Indien wolle mit der Teilnahme an dem Manöver seine außenpolitische Unabhängigkeit und seine strategische Autonomie demonstrieren, sagt Christian Wagner, Südasien-Experte des Berliner Stiftung Wissenschaft und Politik (SWP). Dabei gehe das Land sehr behutsam vor. Dies zeige sich an der geringen Größe der zum russischen Manöver entsandten Delegation ebenso wie an der Entscheidung, nur an den Übungen zu Land, nicht aber denen auf See teilzunehmen.

Beide, die geringe Mannschaftsstärke wie auch Beschränkung auf den Landteil des Manövers, seien eine Art Botschaft an politische Partner, so Wagner. Zum einen signalisiere Indien den westlichen Staaten, dass seine Teilnahme an dem Manöver vor allem symbolischer Natur sei. An Japan hingegen sei die Botschaft gerichtet, dass Indien sich in den russisch-japanischen Streit um die Inselgruppe der Kurilen nicht einmischen wolle.

Indien Tawang | Indische Soldaten nahe Grenze zu China
(Archiv) Indische Soldaten an der Grenze zu ChinaBild: MONEY SHARMA/AFP/Getty Images

Schaden der Reputation?

Während die Europäer das derzeitige Manöver vor allem vor dem Hintergrund des russischen Angriffs auf die Ukraine sehen, dominiere in Indien eine andere Perspetkive, sagt Adrian Haack von der Konrad-Adenauer-Stiftung: In Delhi habe man vor allem die Beziehungen zu China im Blick und unterschätze gleichzeitig den Schaden an der eigenen Reputation im Westen.

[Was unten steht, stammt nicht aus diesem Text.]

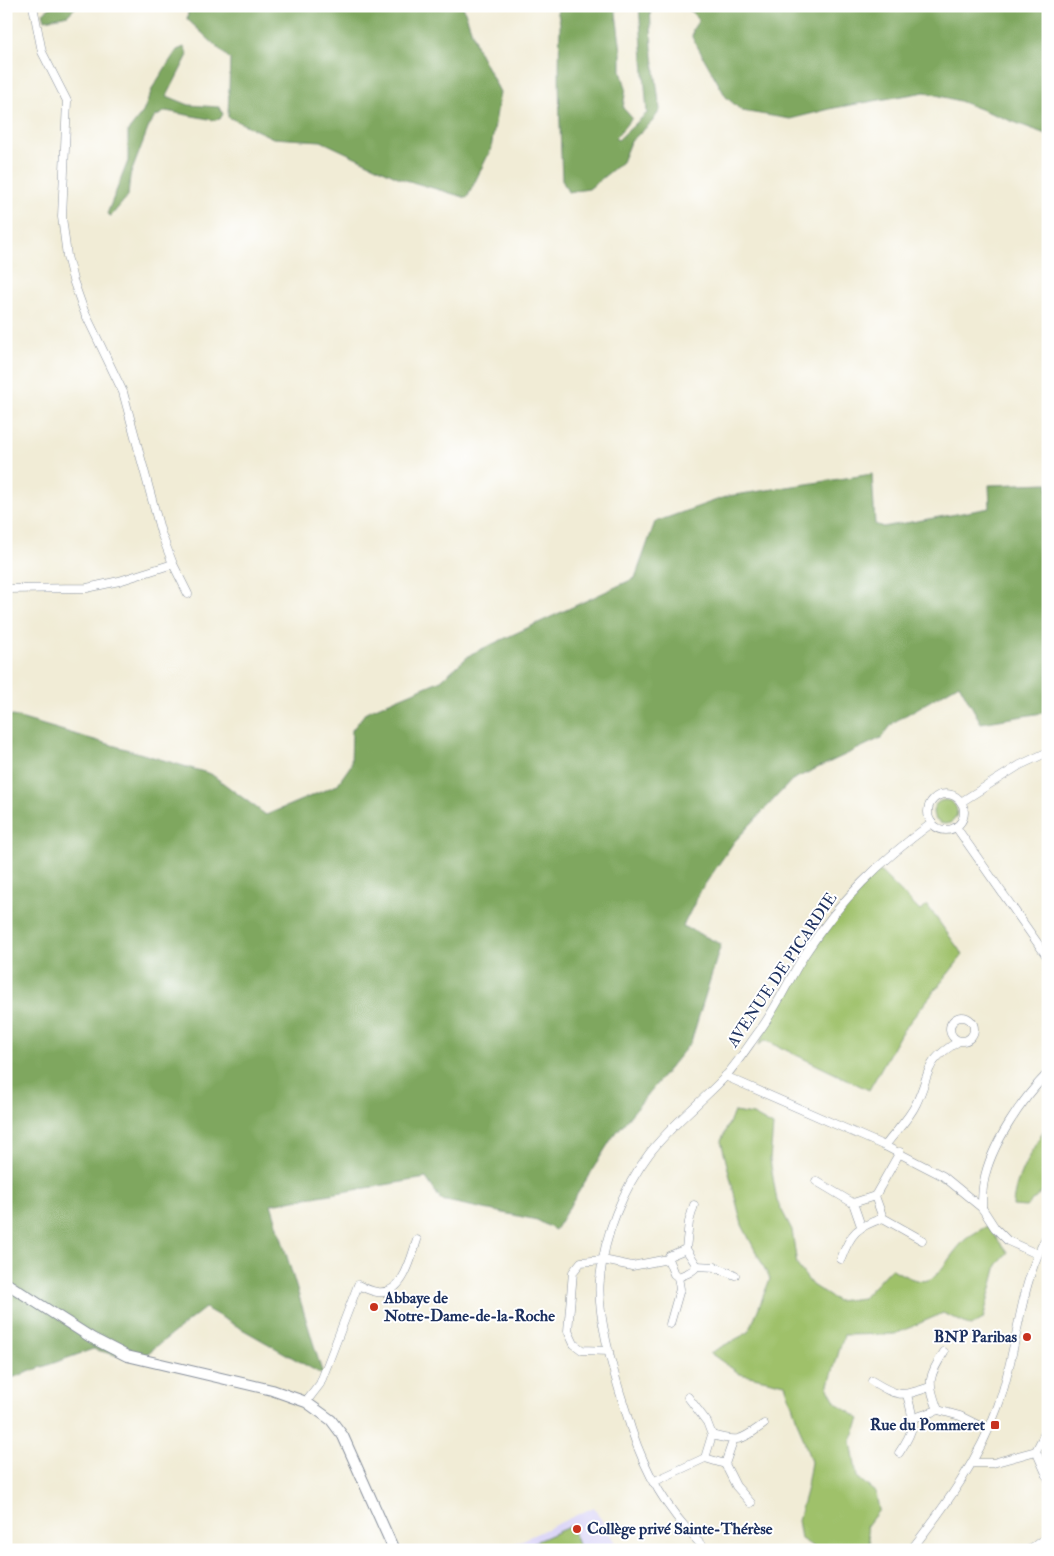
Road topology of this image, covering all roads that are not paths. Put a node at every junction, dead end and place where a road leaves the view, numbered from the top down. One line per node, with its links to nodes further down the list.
1 (33, 6): 2 (street)
2 (173, 564): 3 (street); 4 (street)
3 (6, 589)
4 (188, 594)
5 (1048, 752): 6 (street)
6 (961, 802): 7 (street); 8 (street)
7 (932, 822): 8 (street); 12 (street, AVENUE DE PICARDIE)
8 (956, 827): 9 (street)
9 (1048, 958)
10 (959, 1041): 13 (street)
11 (1048, 1073): 19 (street)
12 (725, 1076): 13 (street); 29 (street, AVENUE DE PICARDIE)
13 (885, 1146): 14 (street)
14 (900, 1152): 16 (street); 19 (street)
15 (816, 1181): 17 (street)
16 (875, 1196): 17 (street); 20 (street)
17 (853, 1203): 21 (street)
18 (694, 1205): 25 (street)
19 (982, 1208): 26 (street)
20 (883, 1218): 21 (street); 24 (street)
21 (861, 1226): 28 (street)
22 (1048, 1234): 26 (street)
23 (417, 1240): 41 (street)
24 (922, 1240)
25 (686, 1249): 27 (street); 30 (street)
26 (1037, 1254): 46 (street)
27 (668, 1258): 29 (street); 32 (street)
28 (842, 1259)
29 (603, 1260): 35 (street, AVENUE DE PICARDIE); 35 (street)
30 (696, 1266): 31 (street); 32 (street)
31 (735, 1275)
32 (678, 1277): 34 (street)
33 (6, 1283): 41 (street)
34 (670, 1324)
35 (609, 1351): 55 (street, AVENUE DE PICARDIE)
36 (944, 1352): 38 (street)
37 (872, 1381): 39 (street)
38 (930, 1387): 39 (street); 42 (street)
39 (907, 1395): 43 (street)
40 (688, 1397): 47 (street)
41 (306, 1402): 58 (street)
42 (938, 1410): 43 (street); 46 (street)
43 (914, 1418): 50 (street)
44 (764, 1424): 48 (street)
45 (1048, 1427): 49 (street)
46 (988, 1430): 52 (street)
47 (712, 1435): 48 (street); 51 (street)
48 (733, 1441): 53 (street)
49 (1036, 1451): 52 (street); 54 (street)
50 (899, 1453)
51 (705, 1458): 53 (street); 55 (street)
52 (973, 1463): 60 (street)
53 (726, 1464): 56 (street)
54 (1048, 1478)
55 (653, 1482): 59 (street, AVENUE DE PICARDIE)
56 (751, 1503)
57 (1048, 1536): 61 (street)
58 (394, 1550)
59 (707, 1550)
60 (911, 1550)
61 (1029, 1550)

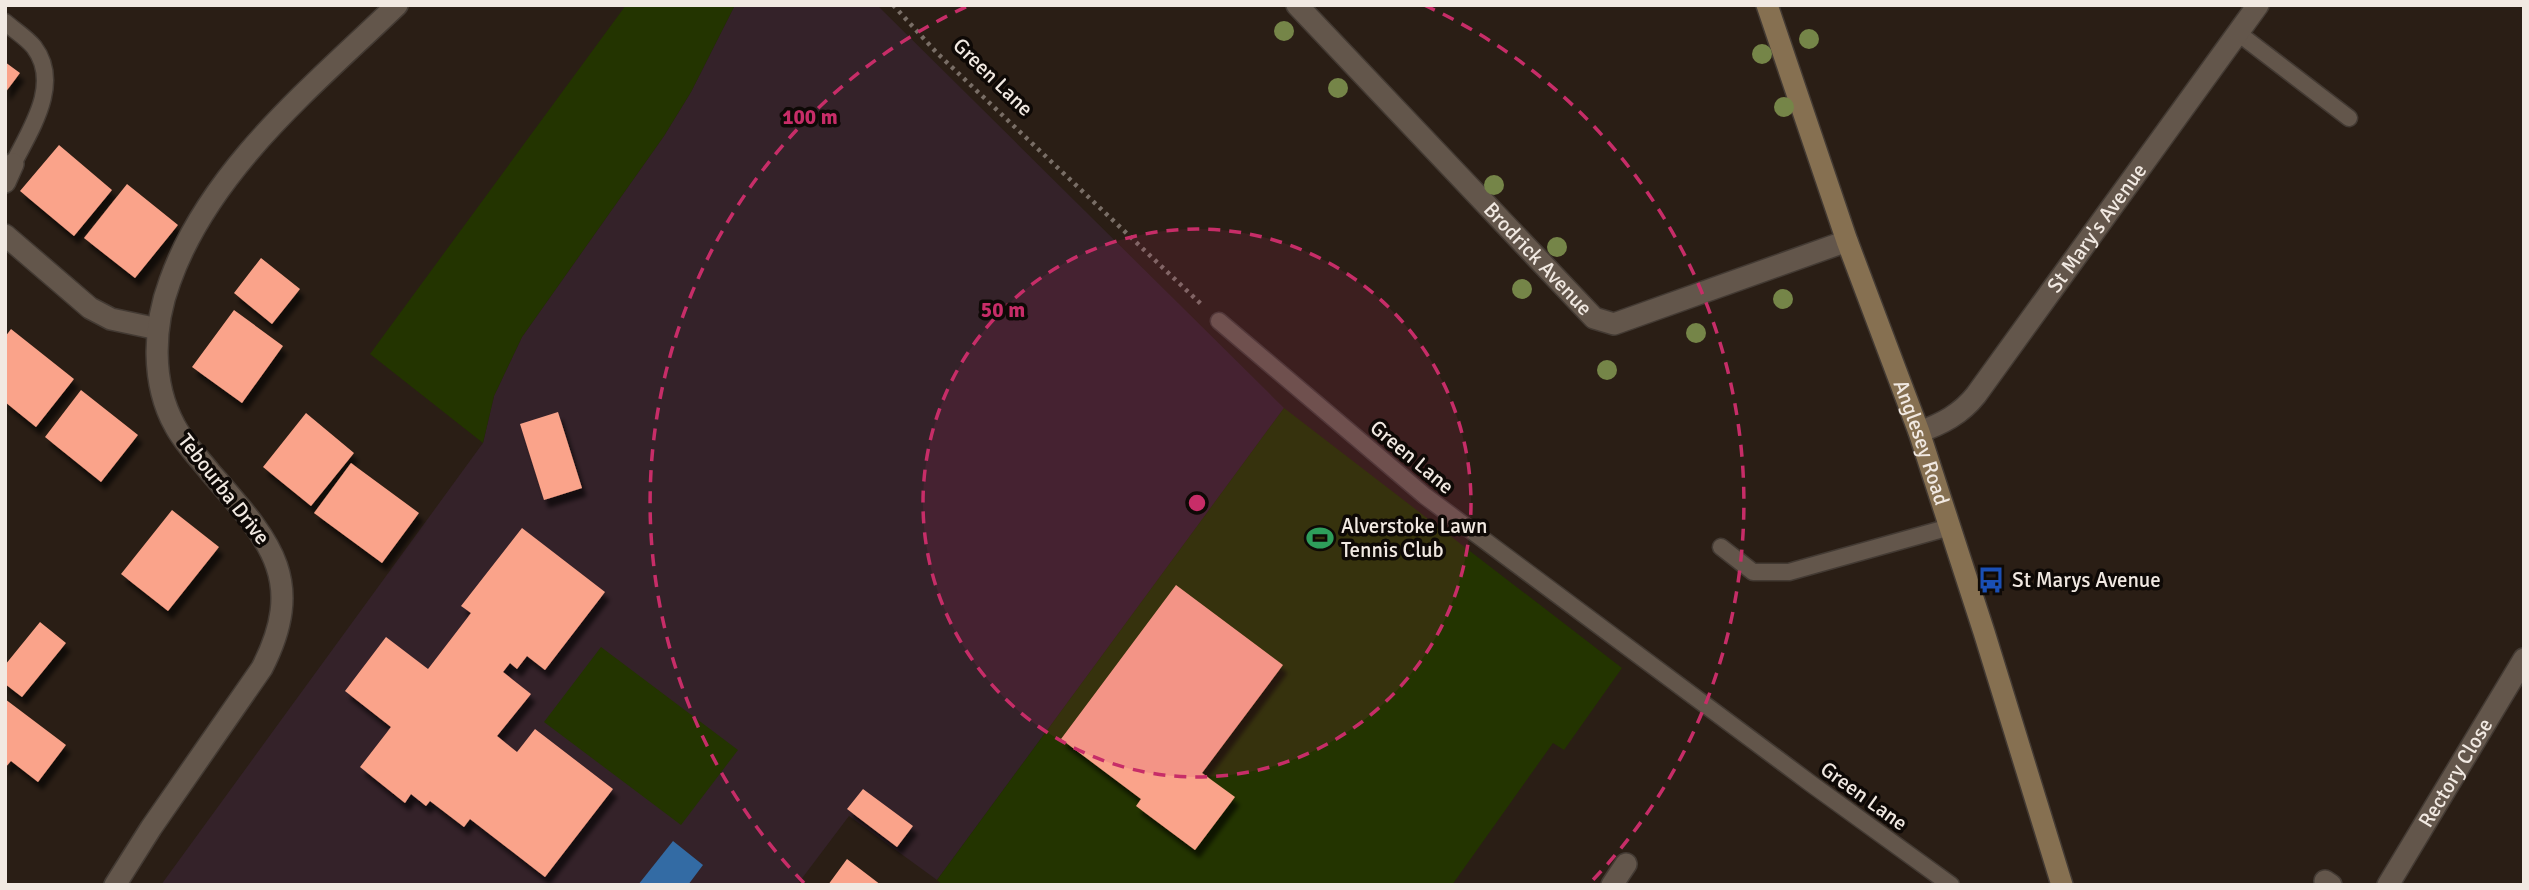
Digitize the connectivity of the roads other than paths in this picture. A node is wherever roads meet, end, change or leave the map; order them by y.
1 (397, 5) edge
2 (1297, 5) edge
3 (1767, 5) edge
4 (2258, 5) edge
5 (5, 22) edge
6 (2238, 33) junction
7 (2349, 118) dead end
8 (9, 173) edge
9 (5, 235) edge
10 (1847, 242) junction
11 (1219, 321) road end
12 (158, 329) junction
13 (1919, 432) junction
14 (1950, 527) junction
15 (1721, 547) dead end
16 (2524, 659) edge
17 (1626, 864) dead end
18 (115, 885) edge
19 (1612, 885) edge
20 (1951, 885) edge
21 (2063, 885) edge
22 (2388, 885) edge

1 - 12 street, Tebourba Drive
2 - 10 street, Brodrick Avenue
3 - 10 street, Anglesey Road
4 - 6 street, St Mary's Avenue
5 - 8 lane
6 - 7 lane
6 - 13 street, St Mary's Avenue
9 - 12 street
10 - 13 street, Anglesey Road
11 - 20 lane, Green Lane
12 - 18 street, Tebourba Drive
13 - 14 street, Anglesey Road
14 - 15 lane
14 - 21 street, Anglesey Road
16 - 22 street, Rectory Close
17 - 19 street

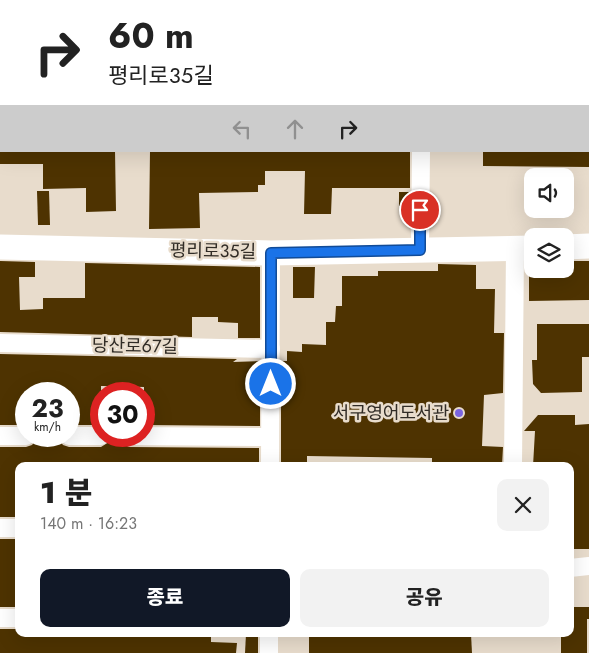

Ungeachtet der Teilnahme beider Staaten an der russischen Militärübung gelte Indiens Sorge nämlich dem angespannten Verhältnis zum nördlichen Nachbarn. Beide Staaten beanspruchen Gebiete an der Landgrenze im Himalaya. Im Frühjahr 2020 kam es zu Zusammenstößen zwischen Soldaten beider Staaten. Dabei starben Medienberichten zufolge bis zu 60 Personen.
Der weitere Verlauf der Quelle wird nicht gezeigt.